La violenza esplode in forma fisica, verbale, psicologica o sessuale. In questo momento il cervello della vittima attiva meccanismi di sopravvivenza estremi. Il sistema simpatico aumenta la frequenza cardiaca, accelera il respiro, prepara alla fuga o al congelamento. Ma quando la fuga reale non è possibile, il corpo e la mente possono ricorrere a una difesa più radicale: la dissociazione peritraumatica (Van der Kolk, 2015; Herman, 2015).

La dissociazione non è assenza di dolore, né passività volontaria, né indifferenza affettiva. È, al contrario, una risposta estrema a un evento percepito come intollerabile. La persona può riferire di essersi sentita fuori dal proprio corpo, di aver osservato la scena da lontano, di aver avvertito un rallentamento del tempo o un’ovattatura sensoriale. La memoria stessa può risultarne frammentata, con lacune, confusione cronologica e apparenti contraddizioni nel racconto successivo. Proprio per questo, il linguaggio giudicante sulla “contraddittorietà” della vittima è non soltanto ingiusto, ma scientificamente infondato.

È spesso in questa fase che la donna denuncia o manifesta la volontà di separarsi. Tale passaggio non discende da un freddo calcolo, bensì da una soglia di allarme neurobiologico e psichico che non può più essere ignorata. Quando il sistema di sopravvivenza valuta che l’incolumità propria o dei figli è a rischio imminente, si apre una finestra di rottura del silenzio. Ed è proprio questa finestra che va riconosciuta come momento di massimo rischio e massima opportunità di intervento.

La letteratura criminologica, l’esperienza dei centri antiviolenza e la prassi operativa convergono nell’indicare che il momento della separazione o della denuncia possa coincidere con un picco di pericolosità, perché l’aggressore percepisce la perdita del controllo come una ferita narcisistica e una minaccia al proprio dominio (Walker, 1979; Breda, 2025c). Per questa ragione, ogni intervento istituzionale in tale fase deve essere rapido, coordinato e concretamente protettivo. In questa prospettiva si collocano anche le procedure accelerative introdotte dal cosiddetto Codice Rosso, che impongono una corsia preferenziale ai procedimenti in materia di violenza domestica e di genere.

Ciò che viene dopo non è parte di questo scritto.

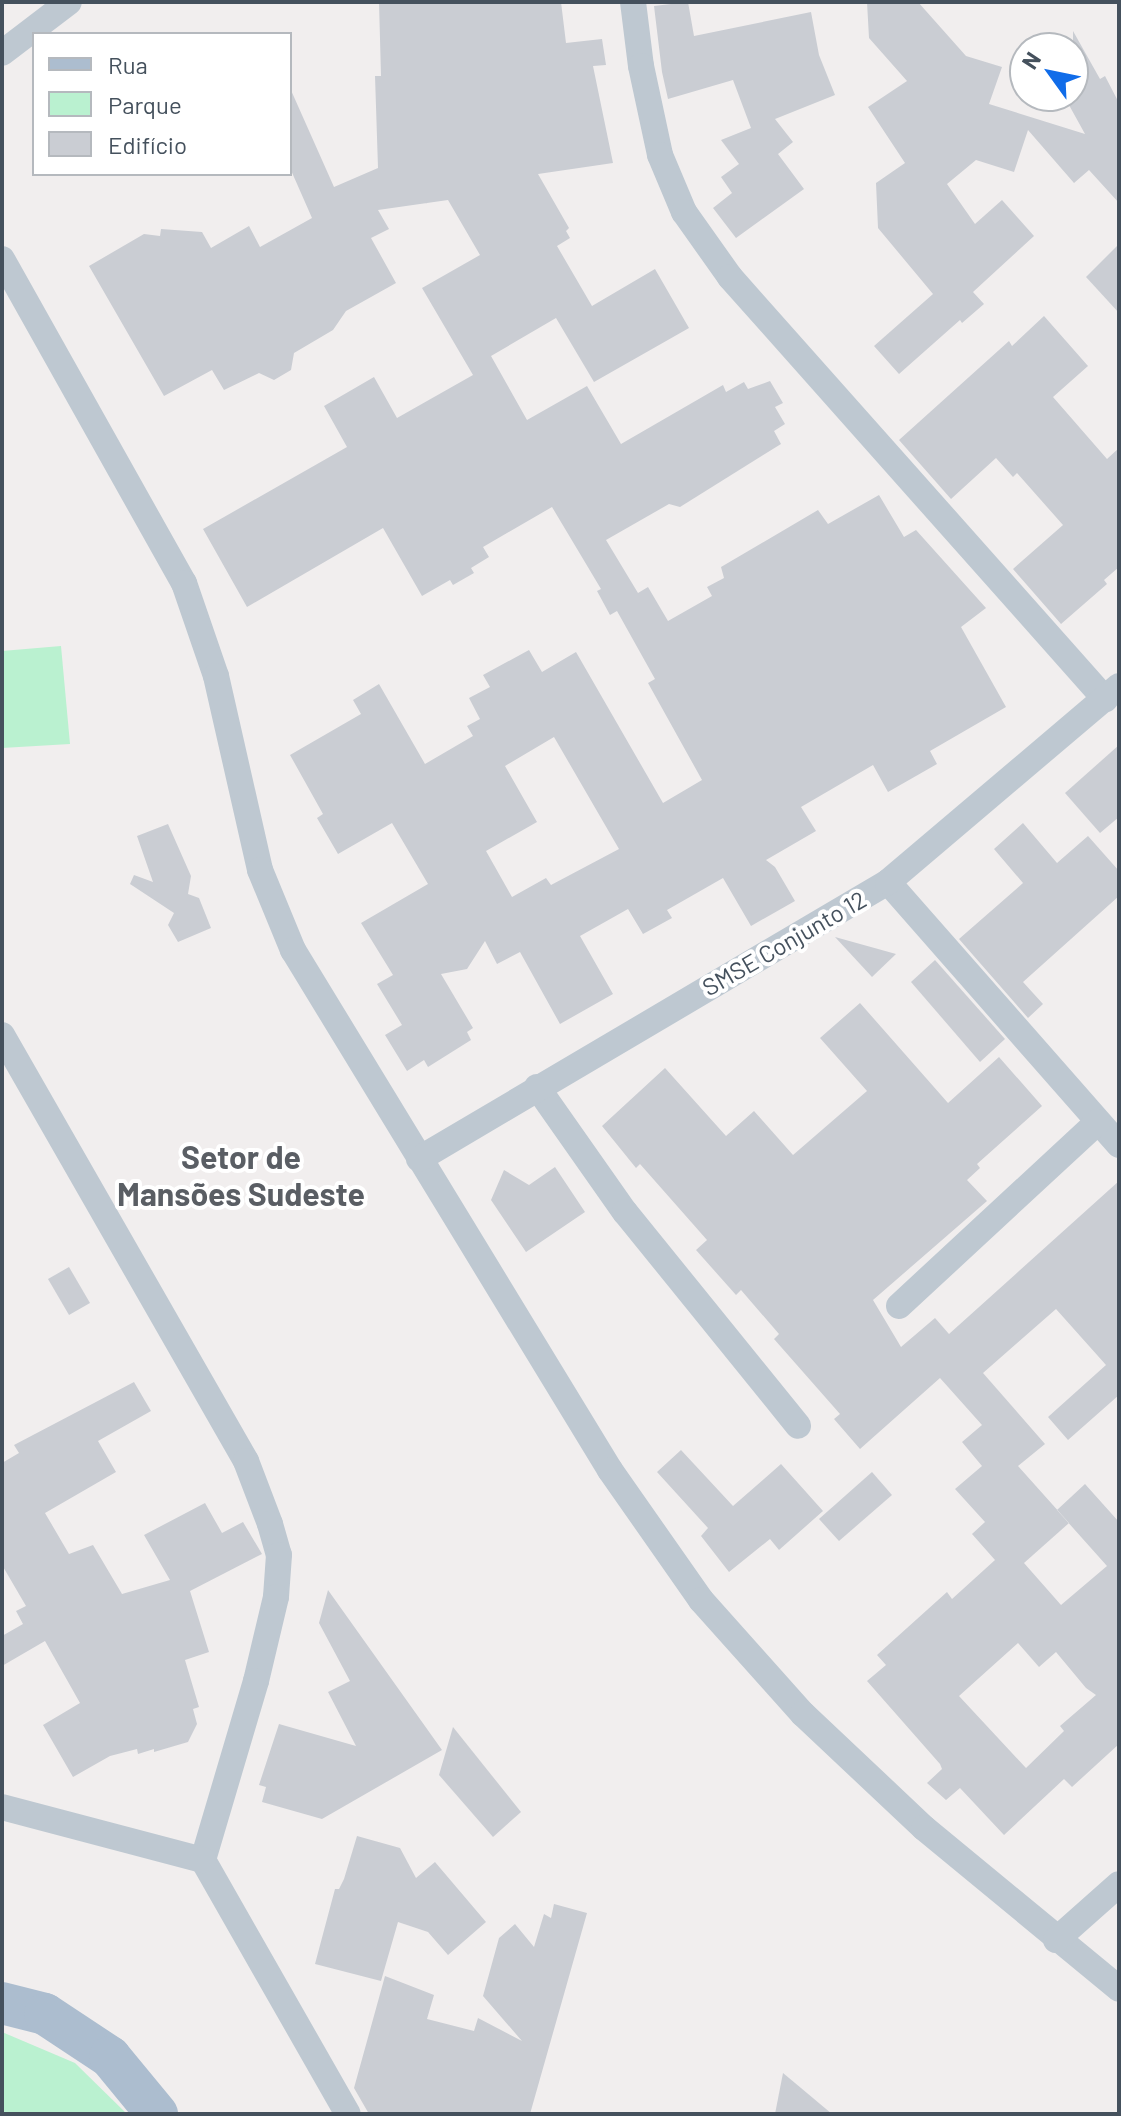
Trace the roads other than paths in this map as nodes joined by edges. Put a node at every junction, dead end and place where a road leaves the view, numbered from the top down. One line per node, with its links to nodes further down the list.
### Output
1 (69, 2): 3 (street)
2 (633, 2): 5 (street)
3 (2, 53)
4 (2, 259): 11 (street)
5 (1112, 692): 6 (street, SMSE Conjunto 12)
6 (888, 882): 8 (street, SMSE Conjunto 12); 9 (street)
7 (2, 1035): 15 (street)
8 (537, 1087): 11 (street, SMSE Conjunto 12); 13 (street)
9 (1098, 1122): 10 (street); 12 (street)
10 (1119, 1145)
11 (419, 1159): 17 (street)
12 (899, 1306)
13 (798, 1426)
14 (2, 1807): 15 (street)
15 (203, 1860): 21 (street)
16 (1119, 1884): 17 (street)
17 (1056, 1940): 18 (street)
18 (1119, 1989)
19 (2, 2003): 20 (main road)
20 (157, 2114)
21 (348, 2114)

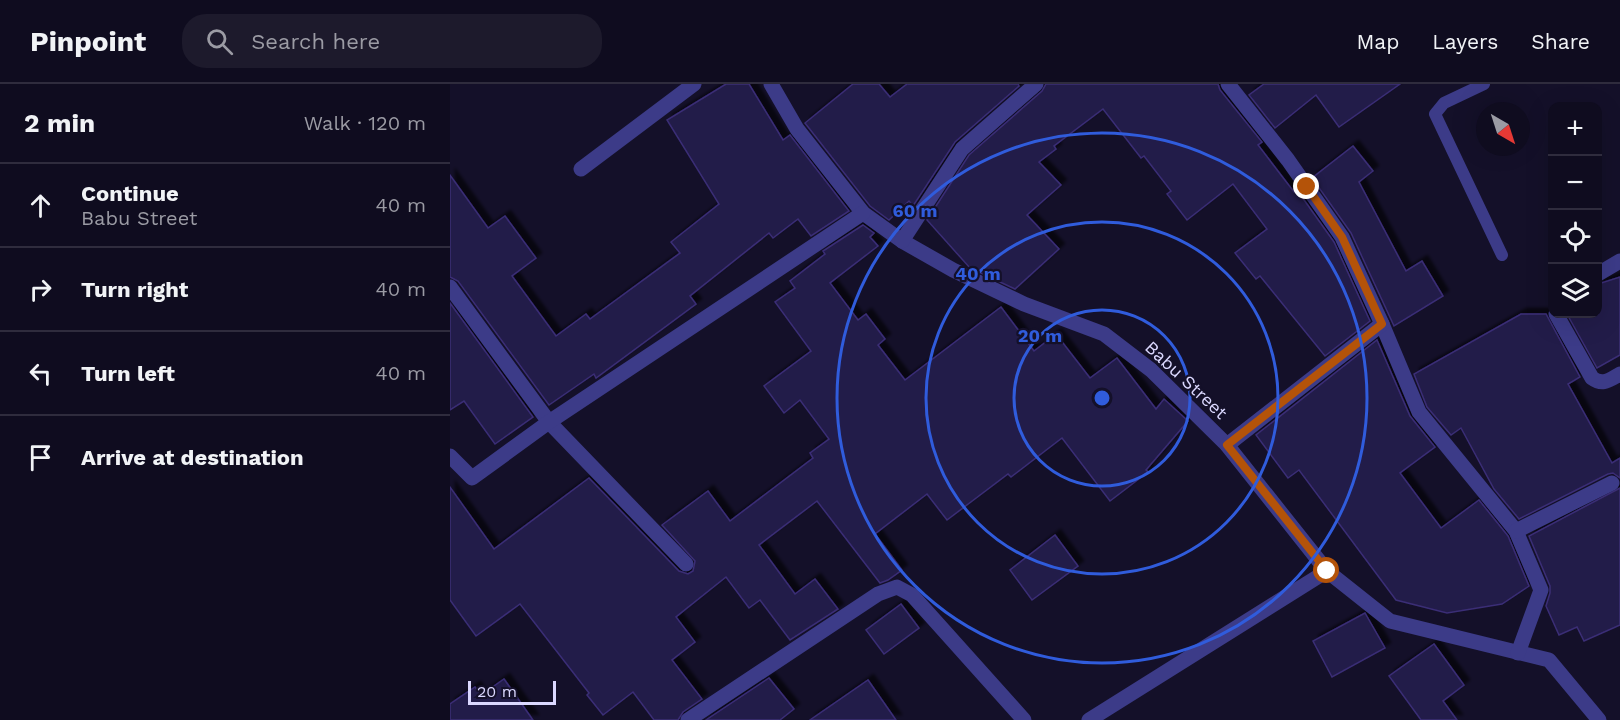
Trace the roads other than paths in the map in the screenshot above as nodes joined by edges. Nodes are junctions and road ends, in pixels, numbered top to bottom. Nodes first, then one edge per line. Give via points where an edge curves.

Il no contact come misura clinica e operativa di protezione

Una volta aperta la fase della rottura, il criterio più rigoroso ed efficace è il no contact. Non si tratta di una formula moralistica, ma di una misura di protezione con fondamento clinico, investigativo e criminologico. Interrompere ogni contatto diretto o indiretto con l’autore della violenza significa sottrarre la vittima agli stimoli che riattivano il ciclo traumatico: messaggi, telefonate, incontri “per chiarire”, pressioni mediate da parenti o amici, richieste di perdono, contatti strumentalmente centrati sui figli.

Ogni riattivazione del contatto può infatti riprodurre, in forma abbreviata, la medesima dinamica neurochimica: aumento dello stress, attesa angosciosa, promessa di riparazione, sollievo illusorio, ricaduta nel legame. Per questo il no contact non rappresenta un eccesso di rigidità, ma un presupposto minimo di astinenza protetta. Solo in assenza della fonte traumatica il cervello può gradualmente ridurre l’iperattivazione, la corteccia prefrontale può recuperare capacità di giudizio e l’esperienza può essere rielaborata senza continua ri-esposizione (Van der Kolk, 2015; Carnell, 2022).

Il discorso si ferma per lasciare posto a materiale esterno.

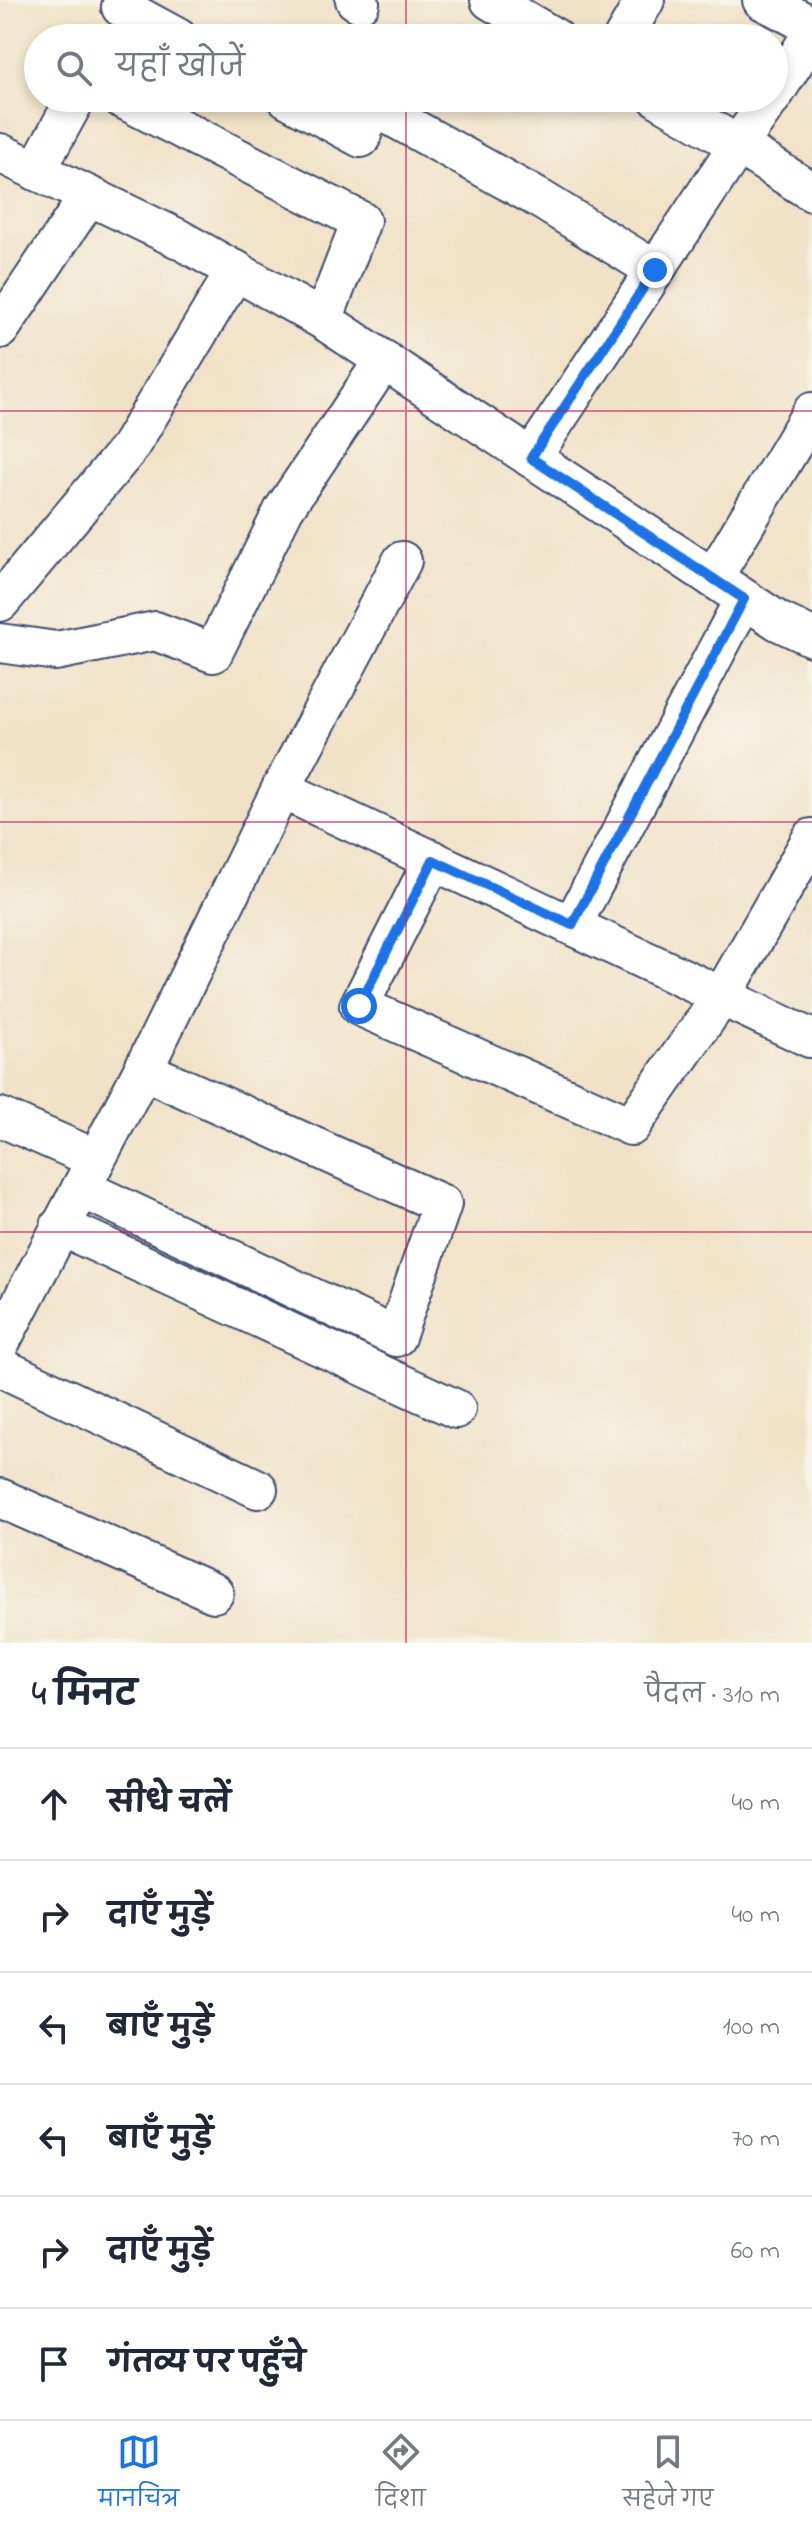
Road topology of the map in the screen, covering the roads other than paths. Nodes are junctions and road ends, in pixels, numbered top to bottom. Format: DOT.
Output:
graph roads {
  1 [pos="490,0"];
  2 [pos="645,0"];
  3 [pos="762,0"];
  4 [pos="117,15"];
  5 [pos="141,24"];
  6 [pos="531,24"];
  7 [pos="631,24"];
  8 [pos="812,26"];
  9 [pos="812,34"];
  10 [pos="788,72"];
  11 [pos="68,112"];
  12 [pos="148,112"];
  13 [pos="313,112"];
  14 [pos="369,112"];
  15 [pos="384,112"];
  16 [pos="682,112"];
  17 [pos="762,112"];
  18 [pos="738,145"];
  19 [pos="0,153"];
  20 [pos="36,171"];
  21 [pos="812,192"];
  22 [pos="89,196"];
  23 [pos="236,270"];
  24 [pos="655,270"];
  25 [pos="323,320"];
  26 [pos="0,329"];
  27 [pos="384,360"];
  28 [pos="812,412"];
  29 [pos="531,458"];
  30 [pos="402,561"];
  31 [pos="713,578"];
  32 [pos="744,599"];
  33 [pos="0,602"];
  34 [pos="812,637"];
  35 [pos="0,643"];
  36 [pos="281,789"];
  37 [pos="812,838"];
  38 [pos="433,860"];
  39 [pos="572,925"];
  40 [pos="722,996"];
  41 [pos="810,1038"];
  42 [pos="143,1070"];
  43 [pos="0,1117"];
  44 [pos="89,1173"];
  45 [pos="60,1226"];
  46 [pos="13,1287"];
  47 [pos="0,1343"];
  48 [pos="0,1367"];
  49 [pos="456,1409"];
  50 [pos="258,1489"];
  51 [pos="0,1498"];
  52 [pos="214,1593"];
  1 -- 6 [label="street"];
  2 -- 7 [label="street"];
  3 -- 8 [label="street"];
  4 -- 5 [label="street"];
  9 -- 10 [label="street"];
  11 -- 20 [label="street"];
  12 -- 25 [label="street"];
  13 -- 14 [label="street"];
  15 -- 24 [label="street"];
  16 -- 18 [label="street"];
  17 -- 18 [label="street"];
  18 -- 21 [label="street"];
  18 -- 24 [label="street"];
  19 -- 20 [label="street"];
  20 -- 22 [label="street"];
  22 -- 23 [label="street"];
  22 -- 26 [label="street"];
  23 -- 25 [label="street"];
  23 -- 33 [label="street"];
  24 -- 29 [label="street"];
  25 -- 27 [label="street"];
  27 -- 29 [label="street"];
  27 -- 35 [label="street"];
  28 -- 31 [label="street"];
  29 -- 31 [label="street"];
  30 -- 36 [label="street"];
  31 -- 32 [label="street"];
  32 -- 34 [label="street"];
  32 -- 39 [label="street"];
  36 -- 38 [label="street"];
  36 -- 42 [label="street"];
  37 -- 40 [label="street"];
  38 -- 39 [label="street"];
  38 -- 40 [label="street"];
  39 -- 40 [label="street"];
  40 -- 41 [label="street"];
  42 -- 44 [label="street"];
  42 -- 44 [label="street"];
  43 -- 44 [label="street"];
  44 -- 45 [label="street"];
  45 -- 46 [label="street"];
  45 -- 49 [label="street"];
  46 -- 47 [label="street"];
  48 -- 50 [label="street"];
  51 -- 52 [label="street"];
}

Per amici e familiari, sostenere il no contact significa non fungere da tramite, non trasmettere informazioni, non minimizzare i tentativi di contatto dell’aggressore. Per le istituzioni, significa garantire che la protezione sia effettiva e non soltanto formale o cartolare.

La fase della luna di miele: il sollievo che consolida la dipendenza

Dopo l’esplosione, l’aggressore può apparire pentito, amorevole, vulnerabile. Porta fiori, piange, promette cambiamento, si dichiara pronto alla terapia, invoca il bene dei figli, richiama i momenti felici. Per la vittima, provata da paura e stress estremi, tale apparente trasformazione produce un sollievo potentissimo. È qui che si salda il nucleo della dipendenza traumatica.

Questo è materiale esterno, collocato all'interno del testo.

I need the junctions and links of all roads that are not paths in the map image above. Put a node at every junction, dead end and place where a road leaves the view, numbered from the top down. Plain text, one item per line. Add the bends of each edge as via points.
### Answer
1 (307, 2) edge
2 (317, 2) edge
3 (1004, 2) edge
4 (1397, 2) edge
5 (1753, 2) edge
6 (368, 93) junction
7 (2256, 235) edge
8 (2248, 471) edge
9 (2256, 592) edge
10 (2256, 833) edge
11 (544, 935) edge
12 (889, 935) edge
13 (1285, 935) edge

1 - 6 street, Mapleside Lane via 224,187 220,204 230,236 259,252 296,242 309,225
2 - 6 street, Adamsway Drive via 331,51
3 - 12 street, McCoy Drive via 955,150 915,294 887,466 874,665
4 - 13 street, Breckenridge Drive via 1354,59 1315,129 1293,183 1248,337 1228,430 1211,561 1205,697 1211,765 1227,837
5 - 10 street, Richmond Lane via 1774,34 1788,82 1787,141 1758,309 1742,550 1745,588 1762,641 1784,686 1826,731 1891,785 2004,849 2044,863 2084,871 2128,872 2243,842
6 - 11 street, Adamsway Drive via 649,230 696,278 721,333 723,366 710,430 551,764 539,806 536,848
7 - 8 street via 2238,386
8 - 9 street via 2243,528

Il crollo della tensione viene vissuto come una liberazione. Il ritorno dell’affetto produce gratificazione, tregua, riduzione dell’angoscia, sensazione che l’uomo “vero” sia quello buono e che la violenza sia stata un’eccezione, magari provocata dallo stress, dall’alcol, dalla gelosia o da un errore relazionale riparabile. In questa fase, l’ossitocina e i sistemi dell’attaccamento possono rafforzare nuovamente il legame, mentre la memoria del trauma viene reinterpretata alla luce della riconciliazione (Fisher et al., 2016; Herman, 2015).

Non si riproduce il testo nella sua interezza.